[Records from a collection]
· · · ·

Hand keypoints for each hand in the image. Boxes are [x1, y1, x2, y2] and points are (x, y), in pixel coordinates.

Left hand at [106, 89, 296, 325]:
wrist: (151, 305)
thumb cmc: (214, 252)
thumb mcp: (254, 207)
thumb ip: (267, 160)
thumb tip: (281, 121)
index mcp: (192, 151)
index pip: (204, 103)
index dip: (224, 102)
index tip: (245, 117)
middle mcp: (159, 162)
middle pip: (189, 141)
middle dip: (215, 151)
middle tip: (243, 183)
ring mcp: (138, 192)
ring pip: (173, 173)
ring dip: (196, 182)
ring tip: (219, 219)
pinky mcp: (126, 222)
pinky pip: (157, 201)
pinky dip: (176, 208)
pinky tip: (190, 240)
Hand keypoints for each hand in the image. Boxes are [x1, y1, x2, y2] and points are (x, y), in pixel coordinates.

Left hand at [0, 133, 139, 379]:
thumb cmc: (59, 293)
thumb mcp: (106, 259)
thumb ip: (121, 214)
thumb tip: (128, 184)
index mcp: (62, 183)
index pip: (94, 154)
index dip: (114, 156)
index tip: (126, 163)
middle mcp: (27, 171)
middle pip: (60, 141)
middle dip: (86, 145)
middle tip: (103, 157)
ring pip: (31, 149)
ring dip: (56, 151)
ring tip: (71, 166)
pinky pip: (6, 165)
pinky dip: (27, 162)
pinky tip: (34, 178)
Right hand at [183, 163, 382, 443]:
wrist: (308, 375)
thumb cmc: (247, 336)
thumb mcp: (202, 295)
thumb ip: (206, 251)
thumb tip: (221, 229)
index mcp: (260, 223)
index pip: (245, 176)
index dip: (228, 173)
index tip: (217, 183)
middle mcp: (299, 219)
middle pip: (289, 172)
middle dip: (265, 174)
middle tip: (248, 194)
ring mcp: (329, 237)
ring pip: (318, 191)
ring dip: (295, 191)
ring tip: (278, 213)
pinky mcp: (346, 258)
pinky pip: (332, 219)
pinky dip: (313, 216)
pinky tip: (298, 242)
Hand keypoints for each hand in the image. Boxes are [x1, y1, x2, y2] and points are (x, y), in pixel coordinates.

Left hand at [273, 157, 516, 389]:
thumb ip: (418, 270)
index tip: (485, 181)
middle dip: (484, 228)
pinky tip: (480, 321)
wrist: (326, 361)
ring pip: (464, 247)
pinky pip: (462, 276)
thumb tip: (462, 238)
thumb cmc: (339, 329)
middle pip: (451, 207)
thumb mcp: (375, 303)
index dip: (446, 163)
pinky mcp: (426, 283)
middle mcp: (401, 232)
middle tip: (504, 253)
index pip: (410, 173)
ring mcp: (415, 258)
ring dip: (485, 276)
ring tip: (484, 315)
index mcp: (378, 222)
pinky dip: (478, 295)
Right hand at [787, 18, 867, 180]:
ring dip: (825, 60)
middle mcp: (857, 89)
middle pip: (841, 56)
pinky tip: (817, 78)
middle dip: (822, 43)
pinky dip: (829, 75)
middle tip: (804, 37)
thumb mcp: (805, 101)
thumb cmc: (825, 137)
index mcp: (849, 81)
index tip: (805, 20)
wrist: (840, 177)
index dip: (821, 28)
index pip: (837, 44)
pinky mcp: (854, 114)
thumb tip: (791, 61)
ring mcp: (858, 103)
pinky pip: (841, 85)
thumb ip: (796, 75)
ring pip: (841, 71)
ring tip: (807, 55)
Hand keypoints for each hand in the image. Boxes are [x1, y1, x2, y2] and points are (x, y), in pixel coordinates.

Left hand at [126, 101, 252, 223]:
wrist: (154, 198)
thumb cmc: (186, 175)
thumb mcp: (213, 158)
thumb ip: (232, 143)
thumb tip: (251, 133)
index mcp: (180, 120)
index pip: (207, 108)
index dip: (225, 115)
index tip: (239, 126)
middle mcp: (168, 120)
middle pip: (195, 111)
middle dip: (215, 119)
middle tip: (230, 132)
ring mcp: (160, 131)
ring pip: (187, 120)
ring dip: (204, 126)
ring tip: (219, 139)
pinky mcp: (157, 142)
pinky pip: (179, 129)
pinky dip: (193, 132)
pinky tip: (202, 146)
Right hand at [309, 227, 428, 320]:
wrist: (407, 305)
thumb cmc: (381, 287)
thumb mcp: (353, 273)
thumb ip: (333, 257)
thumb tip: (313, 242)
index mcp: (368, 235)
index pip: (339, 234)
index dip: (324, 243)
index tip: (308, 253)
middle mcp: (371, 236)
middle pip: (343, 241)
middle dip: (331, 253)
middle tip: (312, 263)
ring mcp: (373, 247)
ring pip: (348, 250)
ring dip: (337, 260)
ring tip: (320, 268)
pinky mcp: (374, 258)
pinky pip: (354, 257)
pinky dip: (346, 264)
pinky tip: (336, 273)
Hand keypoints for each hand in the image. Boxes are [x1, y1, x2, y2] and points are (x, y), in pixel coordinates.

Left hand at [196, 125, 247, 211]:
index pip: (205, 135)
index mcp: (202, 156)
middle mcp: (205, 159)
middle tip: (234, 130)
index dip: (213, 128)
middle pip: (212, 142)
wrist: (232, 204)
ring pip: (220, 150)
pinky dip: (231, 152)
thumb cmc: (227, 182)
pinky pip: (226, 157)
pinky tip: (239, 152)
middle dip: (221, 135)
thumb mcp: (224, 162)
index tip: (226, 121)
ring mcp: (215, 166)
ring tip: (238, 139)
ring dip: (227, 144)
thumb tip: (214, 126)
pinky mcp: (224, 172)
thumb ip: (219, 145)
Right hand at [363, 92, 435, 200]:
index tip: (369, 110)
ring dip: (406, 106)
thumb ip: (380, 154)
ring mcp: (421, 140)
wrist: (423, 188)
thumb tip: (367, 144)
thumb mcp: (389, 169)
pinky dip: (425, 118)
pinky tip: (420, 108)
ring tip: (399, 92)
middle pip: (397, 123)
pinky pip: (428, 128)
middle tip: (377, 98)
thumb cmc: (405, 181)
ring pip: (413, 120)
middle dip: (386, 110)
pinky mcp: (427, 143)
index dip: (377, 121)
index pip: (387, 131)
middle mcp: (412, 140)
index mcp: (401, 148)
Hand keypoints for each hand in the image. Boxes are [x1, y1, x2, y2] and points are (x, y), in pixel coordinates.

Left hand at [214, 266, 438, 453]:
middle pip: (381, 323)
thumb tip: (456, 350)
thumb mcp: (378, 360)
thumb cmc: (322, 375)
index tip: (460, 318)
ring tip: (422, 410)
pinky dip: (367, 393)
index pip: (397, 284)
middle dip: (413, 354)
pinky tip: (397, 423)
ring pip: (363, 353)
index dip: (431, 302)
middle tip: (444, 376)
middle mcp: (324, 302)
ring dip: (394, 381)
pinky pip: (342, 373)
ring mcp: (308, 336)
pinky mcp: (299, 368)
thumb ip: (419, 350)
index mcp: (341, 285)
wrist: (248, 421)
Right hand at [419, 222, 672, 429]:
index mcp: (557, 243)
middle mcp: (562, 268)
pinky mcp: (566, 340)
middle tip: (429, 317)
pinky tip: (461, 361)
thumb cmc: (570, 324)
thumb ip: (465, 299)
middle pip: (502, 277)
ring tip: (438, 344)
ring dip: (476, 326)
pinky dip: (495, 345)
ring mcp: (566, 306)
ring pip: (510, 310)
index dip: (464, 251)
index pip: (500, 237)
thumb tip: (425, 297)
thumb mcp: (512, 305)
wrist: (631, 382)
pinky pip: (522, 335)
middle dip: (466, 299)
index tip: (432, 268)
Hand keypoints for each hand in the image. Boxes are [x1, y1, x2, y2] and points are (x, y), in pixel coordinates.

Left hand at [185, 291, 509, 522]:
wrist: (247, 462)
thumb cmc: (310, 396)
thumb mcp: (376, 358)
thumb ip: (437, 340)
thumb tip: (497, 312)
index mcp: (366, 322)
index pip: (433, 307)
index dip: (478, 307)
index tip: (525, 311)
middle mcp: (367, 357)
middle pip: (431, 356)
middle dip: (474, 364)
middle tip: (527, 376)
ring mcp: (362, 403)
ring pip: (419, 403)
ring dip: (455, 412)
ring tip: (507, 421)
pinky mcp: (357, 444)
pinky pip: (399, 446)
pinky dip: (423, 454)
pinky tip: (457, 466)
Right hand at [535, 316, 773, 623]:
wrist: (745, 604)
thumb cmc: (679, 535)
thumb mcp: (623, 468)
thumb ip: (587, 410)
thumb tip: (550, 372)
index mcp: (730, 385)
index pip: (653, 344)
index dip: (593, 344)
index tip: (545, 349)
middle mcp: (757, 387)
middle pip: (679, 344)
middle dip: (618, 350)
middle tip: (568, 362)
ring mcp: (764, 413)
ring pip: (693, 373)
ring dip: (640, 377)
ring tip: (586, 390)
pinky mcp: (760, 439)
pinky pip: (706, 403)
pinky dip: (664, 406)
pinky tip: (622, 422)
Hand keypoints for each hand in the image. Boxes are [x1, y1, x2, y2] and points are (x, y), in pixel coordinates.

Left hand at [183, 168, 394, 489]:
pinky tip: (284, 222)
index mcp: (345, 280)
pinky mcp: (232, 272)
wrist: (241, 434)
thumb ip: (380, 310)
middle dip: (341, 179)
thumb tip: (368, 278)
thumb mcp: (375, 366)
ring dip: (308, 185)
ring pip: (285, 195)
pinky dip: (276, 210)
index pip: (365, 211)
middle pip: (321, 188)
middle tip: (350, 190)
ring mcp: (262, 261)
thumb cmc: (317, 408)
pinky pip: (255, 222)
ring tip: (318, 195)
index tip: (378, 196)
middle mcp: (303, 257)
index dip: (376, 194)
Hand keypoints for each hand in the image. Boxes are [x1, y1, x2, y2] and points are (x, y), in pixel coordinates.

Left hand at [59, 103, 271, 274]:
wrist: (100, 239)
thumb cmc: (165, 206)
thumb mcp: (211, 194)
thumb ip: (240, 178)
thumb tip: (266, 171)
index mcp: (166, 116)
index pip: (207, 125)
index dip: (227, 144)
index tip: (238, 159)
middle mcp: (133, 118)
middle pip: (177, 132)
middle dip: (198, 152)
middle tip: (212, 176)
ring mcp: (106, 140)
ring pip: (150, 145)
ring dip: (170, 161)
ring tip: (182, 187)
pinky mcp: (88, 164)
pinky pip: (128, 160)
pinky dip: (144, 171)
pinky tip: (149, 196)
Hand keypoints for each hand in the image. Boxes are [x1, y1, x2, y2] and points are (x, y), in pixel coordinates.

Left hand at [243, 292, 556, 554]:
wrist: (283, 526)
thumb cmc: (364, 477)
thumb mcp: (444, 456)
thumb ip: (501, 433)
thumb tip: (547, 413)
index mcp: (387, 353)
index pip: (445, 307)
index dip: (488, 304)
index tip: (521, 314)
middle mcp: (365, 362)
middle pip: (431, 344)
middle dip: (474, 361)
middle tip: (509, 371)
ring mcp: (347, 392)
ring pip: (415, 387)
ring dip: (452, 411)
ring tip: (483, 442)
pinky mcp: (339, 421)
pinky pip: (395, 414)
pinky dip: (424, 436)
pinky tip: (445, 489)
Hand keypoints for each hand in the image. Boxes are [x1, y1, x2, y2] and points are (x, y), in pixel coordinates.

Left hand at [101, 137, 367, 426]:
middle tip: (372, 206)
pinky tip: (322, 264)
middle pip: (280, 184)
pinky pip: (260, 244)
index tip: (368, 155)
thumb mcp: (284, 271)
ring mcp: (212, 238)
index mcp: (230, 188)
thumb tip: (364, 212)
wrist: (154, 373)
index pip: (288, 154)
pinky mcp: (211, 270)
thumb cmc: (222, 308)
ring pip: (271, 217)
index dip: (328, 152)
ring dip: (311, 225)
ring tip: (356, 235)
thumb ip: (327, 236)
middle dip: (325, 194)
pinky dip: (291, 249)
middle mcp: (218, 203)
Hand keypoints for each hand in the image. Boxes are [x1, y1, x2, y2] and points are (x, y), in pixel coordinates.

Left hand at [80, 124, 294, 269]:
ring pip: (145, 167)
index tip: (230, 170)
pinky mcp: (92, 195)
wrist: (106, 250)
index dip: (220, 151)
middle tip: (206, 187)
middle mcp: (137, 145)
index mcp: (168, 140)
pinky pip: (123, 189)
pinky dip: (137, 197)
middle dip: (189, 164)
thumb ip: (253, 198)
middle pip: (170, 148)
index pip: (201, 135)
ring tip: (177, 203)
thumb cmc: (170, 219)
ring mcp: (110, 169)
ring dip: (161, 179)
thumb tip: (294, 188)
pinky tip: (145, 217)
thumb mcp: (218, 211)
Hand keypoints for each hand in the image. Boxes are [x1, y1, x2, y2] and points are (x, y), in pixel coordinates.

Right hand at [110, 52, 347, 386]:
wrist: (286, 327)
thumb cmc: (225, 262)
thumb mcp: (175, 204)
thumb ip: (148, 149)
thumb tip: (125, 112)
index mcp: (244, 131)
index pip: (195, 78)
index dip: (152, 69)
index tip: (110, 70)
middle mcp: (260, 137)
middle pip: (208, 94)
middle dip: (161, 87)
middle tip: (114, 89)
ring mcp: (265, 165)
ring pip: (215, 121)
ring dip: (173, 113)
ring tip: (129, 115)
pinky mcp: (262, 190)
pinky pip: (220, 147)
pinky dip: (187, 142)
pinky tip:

· · · ·

> [Exercise brief]:
Retype exactly the lines from the start of the entries through the one with "ring tip: (219, 219)"; include both ends.

> [Response to the task]:
Hand keypoints for each hand in the image. Boxes are [x1, y1, x2, y2] and points are (x, y), in pixel coordinates.

Left hand at [106, 89, 296, 325]:
wrist: (151, 305)
thumb cmc: (214, 252)
thumb mcp: (254, 207)
thumb ip: (267, 160)
thumb tip: (281, 121)
index mcp: (192, 151)
index pip: (204, 103)
index dip: (224, 102)
index tip: (245, 117)
middle mcp: (159, 162)
middle pip: (189, 141)
middle dip: (215, 151)
middle tip: (243, 183)
ring mcp: (138, 192)
ring pip: (173, 173)
ring dip: (196, 182)
ring tip: (219, 219)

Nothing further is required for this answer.